The advice comes two months after fenfluramine - the “fen” in the diet drug combination fen-phen - and Redux were pulled from the market because they had been linked to potentially deadly heart valve damage.
Previously, the government had recommended that dieters who had shortness of breath and other symptoms of heart damage after taking the drugs should have an echocardiogram, a painless test that uses sound waves to get a picture of the heart in action. But the government had no advice for those who appeared to be fine.
“Consumers have been calling in and doctors have been calling in asking, ‘What are we supposed to do now?”’ said Dr. Murray Lumpkin of the Food and Drug Administration, which developed the guidelines along with the Centers for Disease Control and Prevention and the National Institutes of Health.
“We got a working group together to deliberate on what we could tell them based on what we know now.”
The new guidelines are an attempt to quell confusion until the government learns more about fenfluramine and Redux.
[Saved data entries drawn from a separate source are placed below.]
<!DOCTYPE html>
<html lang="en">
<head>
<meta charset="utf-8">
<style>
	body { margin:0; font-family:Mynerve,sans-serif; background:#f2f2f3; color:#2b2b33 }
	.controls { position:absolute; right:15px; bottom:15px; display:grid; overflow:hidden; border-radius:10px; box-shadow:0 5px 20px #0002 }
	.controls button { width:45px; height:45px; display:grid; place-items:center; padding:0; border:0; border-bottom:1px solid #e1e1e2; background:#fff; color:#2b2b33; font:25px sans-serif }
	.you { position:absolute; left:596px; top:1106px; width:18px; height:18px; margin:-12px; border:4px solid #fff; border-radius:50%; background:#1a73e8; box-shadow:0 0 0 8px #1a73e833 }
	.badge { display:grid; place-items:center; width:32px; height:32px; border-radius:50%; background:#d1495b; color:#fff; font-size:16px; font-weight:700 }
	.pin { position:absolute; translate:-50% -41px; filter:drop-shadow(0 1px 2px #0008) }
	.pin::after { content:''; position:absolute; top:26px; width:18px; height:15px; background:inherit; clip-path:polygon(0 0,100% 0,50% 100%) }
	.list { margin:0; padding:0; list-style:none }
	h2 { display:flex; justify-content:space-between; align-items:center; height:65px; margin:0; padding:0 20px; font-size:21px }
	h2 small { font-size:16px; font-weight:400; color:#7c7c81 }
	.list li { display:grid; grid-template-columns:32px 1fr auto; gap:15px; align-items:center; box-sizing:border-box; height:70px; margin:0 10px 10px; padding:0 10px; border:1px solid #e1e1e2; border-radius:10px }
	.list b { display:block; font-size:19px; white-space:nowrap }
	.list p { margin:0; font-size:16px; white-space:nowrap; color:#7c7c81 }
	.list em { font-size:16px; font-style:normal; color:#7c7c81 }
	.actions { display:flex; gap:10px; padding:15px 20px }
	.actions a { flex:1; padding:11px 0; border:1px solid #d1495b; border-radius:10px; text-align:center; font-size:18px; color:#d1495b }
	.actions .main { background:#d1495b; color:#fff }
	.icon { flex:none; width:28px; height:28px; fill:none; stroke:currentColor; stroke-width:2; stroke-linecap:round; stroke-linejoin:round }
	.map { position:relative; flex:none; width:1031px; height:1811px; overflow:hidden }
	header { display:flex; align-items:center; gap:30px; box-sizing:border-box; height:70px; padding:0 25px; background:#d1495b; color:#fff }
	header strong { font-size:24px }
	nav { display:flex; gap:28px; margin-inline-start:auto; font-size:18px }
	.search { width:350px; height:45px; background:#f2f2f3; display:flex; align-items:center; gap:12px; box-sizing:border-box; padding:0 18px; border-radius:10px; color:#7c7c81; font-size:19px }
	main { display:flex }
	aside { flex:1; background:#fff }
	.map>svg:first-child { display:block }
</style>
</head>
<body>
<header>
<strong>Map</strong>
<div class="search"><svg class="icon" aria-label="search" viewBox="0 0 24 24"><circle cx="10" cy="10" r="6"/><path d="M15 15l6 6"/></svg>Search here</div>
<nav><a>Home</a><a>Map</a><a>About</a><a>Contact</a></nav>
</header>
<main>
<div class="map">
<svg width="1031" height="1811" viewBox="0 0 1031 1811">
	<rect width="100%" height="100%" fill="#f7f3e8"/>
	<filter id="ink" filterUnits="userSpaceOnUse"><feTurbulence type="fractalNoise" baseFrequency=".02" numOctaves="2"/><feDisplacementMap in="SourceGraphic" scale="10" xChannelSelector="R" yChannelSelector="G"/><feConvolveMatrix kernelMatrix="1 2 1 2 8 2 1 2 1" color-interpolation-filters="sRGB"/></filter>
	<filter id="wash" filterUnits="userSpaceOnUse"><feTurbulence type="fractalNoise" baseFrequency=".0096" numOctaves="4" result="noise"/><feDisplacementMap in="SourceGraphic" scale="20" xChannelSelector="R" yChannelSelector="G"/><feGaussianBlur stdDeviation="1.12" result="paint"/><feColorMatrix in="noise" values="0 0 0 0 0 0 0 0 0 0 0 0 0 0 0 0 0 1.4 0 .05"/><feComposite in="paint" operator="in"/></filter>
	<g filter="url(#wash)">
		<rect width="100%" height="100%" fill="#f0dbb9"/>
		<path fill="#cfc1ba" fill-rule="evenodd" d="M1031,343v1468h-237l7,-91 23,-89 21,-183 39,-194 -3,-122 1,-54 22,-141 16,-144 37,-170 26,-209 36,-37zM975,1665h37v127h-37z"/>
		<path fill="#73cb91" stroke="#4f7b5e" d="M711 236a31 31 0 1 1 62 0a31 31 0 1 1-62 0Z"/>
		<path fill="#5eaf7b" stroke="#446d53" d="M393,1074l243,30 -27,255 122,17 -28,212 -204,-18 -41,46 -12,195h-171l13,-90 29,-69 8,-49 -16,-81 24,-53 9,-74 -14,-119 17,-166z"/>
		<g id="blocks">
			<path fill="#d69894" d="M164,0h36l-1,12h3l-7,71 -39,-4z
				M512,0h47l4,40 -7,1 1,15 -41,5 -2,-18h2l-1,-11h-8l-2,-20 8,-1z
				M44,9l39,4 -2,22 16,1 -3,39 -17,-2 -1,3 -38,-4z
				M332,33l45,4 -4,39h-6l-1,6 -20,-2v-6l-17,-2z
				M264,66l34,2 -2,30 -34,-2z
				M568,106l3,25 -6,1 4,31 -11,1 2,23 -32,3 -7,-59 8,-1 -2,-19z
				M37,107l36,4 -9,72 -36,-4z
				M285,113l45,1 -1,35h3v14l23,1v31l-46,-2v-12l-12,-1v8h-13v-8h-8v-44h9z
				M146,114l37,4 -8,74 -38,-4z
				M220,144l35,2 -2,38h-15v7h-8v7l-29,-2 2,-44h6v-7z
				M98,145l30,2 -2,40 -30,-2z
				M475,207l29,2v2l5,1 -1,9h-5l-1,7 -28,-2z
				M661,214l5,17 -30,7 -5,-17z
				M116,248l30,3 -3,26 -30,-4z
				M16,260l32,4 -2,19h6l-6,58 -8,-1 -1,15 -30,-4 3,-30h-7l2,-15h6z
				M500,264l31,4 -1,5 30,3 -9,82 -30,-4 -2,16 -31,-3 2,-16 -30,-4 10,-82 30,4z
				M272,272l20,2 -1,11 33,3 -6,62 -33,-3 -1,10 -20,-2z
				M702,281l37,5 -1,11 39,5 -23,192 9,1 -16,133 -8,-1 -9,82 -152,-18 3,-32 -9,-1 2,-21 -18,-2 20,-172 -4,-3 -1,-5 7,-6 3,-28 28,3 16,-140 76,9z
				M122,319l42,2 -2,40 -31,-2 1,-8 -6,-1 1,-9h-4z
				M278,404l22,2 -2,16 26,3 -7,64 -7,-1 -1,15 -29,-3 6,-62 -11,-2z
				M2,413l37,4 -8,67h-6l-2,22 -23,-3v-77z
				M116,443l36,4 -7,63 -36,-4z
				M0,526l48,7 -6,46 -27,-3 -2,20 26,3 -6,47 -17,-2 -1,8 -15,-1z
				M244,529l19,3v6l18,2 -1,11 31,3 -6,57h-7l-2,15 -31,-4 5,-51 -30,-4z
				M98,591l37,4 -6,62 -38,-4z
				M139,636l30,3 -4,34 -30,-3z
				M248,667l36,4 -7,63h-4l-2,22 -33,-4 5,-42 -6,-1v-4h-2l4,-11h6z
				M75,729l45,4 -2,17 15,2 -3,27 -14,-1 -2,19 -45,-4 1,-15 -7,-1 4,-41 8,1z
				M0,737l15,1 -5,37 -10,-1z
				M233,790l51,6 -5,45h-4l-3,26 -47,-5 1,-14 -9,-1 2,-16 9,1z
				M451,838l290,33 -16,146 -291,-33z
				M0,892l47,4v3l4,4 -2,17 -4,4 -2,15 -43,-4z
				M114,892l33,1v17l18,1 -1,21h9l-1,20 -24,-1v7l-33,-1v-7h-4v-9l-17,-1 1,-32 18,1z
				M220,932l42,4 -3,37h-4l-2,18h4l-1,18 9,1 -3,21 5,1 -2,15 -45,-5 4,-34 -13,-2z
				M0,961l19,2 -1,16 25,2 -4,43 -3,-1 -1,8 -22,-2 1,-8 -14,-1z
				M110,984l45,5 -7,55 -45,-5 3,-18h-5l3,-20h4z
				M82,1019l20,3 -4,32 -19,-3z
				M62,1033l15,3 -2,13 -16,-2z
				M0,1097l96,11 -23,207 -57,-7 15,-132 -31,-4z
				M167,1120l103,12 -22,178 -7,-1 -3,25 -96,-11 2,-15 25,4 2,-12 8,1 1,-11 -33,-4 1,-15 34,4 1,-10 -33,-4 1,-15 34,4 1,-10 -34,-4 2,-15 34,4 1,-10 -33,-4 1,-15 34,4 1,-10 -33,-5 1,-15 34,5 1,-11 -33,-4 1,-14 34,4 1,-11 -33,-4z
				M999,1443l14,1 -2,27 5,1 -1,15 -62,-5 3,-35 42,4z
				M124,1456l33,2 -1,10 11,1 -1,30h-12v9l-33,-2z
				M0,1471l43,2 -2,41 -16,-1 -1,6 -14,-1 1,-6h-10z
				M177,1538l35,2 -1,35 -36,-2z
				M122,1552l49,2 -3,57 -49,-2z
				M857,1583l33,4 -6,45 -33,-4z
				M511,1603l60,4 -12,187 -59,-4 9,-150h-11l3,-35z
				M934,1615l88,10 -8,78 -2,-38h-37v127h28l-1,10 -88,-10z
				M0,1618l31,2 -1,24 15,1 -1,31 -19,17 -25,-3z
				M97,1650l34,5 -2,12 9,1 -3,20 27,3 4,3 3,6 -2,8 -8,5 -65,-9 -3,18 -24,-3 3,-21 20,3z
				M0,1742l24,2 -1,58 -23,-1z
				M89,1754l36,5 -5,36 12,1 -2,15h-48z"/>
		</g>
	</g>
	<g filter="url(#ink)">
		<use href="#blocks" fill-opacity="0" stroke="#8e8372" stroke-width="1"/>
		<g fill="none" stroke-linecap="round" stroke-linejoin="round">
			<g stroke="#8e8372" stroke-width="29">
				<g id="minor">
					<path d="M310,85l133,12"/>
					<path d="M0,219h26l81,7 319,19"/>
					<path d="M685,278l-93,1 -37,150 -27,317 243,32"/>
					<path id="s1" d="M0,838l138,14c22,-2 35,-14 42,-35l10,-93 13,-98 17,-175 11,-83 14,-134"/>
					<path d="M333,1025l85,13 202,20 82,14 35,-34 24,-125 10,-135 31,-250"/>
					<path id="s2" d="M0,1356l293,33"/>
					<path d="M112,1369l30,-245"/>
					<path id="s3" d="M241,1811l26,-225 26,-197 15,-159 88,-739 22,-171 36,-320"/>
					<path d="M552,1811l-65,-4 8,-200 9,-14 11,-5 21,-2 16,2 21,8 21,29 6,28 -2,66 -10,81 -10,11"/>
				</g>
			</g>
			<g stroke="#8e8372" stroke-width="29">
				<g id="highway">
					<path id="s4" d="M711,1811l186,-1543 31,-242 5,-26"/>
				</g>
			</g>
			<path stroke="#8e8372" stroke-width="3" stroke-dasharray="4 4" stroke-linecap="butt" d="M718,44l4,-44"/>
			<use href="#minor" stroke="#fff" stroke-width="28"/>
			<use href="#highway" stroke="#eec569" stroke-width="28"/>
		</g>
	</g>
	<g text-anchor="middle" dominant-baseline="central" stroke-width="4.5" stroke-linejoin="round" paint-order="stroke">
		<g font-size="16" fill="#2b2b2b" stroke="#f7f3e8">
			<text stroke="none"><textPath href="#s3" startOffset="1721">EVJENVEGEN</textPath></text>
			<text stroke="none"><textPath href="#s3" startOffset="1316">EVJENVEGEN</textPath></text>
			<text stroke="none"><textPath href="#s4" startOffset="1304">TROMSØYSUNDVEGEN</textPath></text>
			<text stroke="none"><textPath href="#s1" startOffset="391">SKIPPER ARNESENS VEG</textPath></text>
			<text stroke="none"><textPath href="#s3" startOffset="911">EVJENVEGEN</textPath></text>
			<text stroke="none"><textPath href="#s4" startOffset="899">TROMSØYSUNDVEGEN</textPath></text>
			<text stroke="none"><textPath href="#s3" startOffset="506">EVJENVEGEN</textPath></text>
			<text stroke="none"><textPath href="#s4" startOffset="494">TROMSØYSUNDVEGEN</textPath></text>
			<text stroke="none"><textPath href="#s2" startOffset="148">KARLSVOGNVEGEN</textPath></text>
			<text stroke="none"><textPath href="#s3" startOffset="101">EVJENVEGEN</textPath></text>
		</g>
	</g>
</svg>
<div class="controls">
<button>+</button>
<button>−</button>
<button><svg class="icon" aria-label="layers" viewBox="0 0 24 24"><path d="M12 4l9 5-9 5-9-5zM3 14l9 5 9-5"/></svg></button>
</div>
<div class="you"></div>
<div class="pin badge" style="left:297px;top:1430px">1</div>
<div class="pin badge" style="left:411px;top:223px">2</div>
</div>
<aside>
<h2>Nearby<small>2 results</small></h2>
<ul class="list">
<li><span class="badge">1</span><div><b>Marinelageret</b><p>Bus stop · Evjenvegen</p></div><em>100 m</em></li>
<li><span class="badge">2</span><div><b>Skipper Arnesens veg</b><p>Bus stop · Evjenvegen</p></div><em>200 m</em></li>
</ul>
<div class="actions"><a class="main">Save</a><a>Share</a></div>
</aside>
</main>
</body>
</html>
Among other things, the government isn’t certain how long someone has to take the drugs before heart valve damage results.
The experts said:
Those who have ever taken either of the two drugs, alone or with other weight-loss medication, should see their doctor for a physical to find any signs of heart or lung damage.
People who have taken the drugs and have noticed a shortness of breath, ankle swelling or a new heart murmur should get an echocardiogram, which costs about $800.
Doctors should strongly consider an echocardiogram for those who have taken the drugs and don’t have symptoms but are about to have a tooth cleaning, dental implants or other procedure in which bacteria can enter the bloodstream.
Dr. James Weiss, who runs the echocardiology lab at Johns Hopkins University in Baltimore, endorsed the recommendation. People’s regular doctors “are in the best position to know whether or not their patient has clinical evidence of valvular disease,” he said.
Fenfluramine and Redux, or dexfenfluramine, were pulled from the market in September as evidence of heart valve damage mounted.
The government now has reports of at least 132 people who have taken fenfluramine or Redux and have deformed valves. The FDA has said that 30 percent of dieters with no symptoms might have valve damage.
Since 1995, 14 million prescriptions have been written for fenfluramine or Redux, most of them for women. The government estimates between 1 million and 5 million Americans have taken the drugs.
The American Heart Association endorsed the recommendations.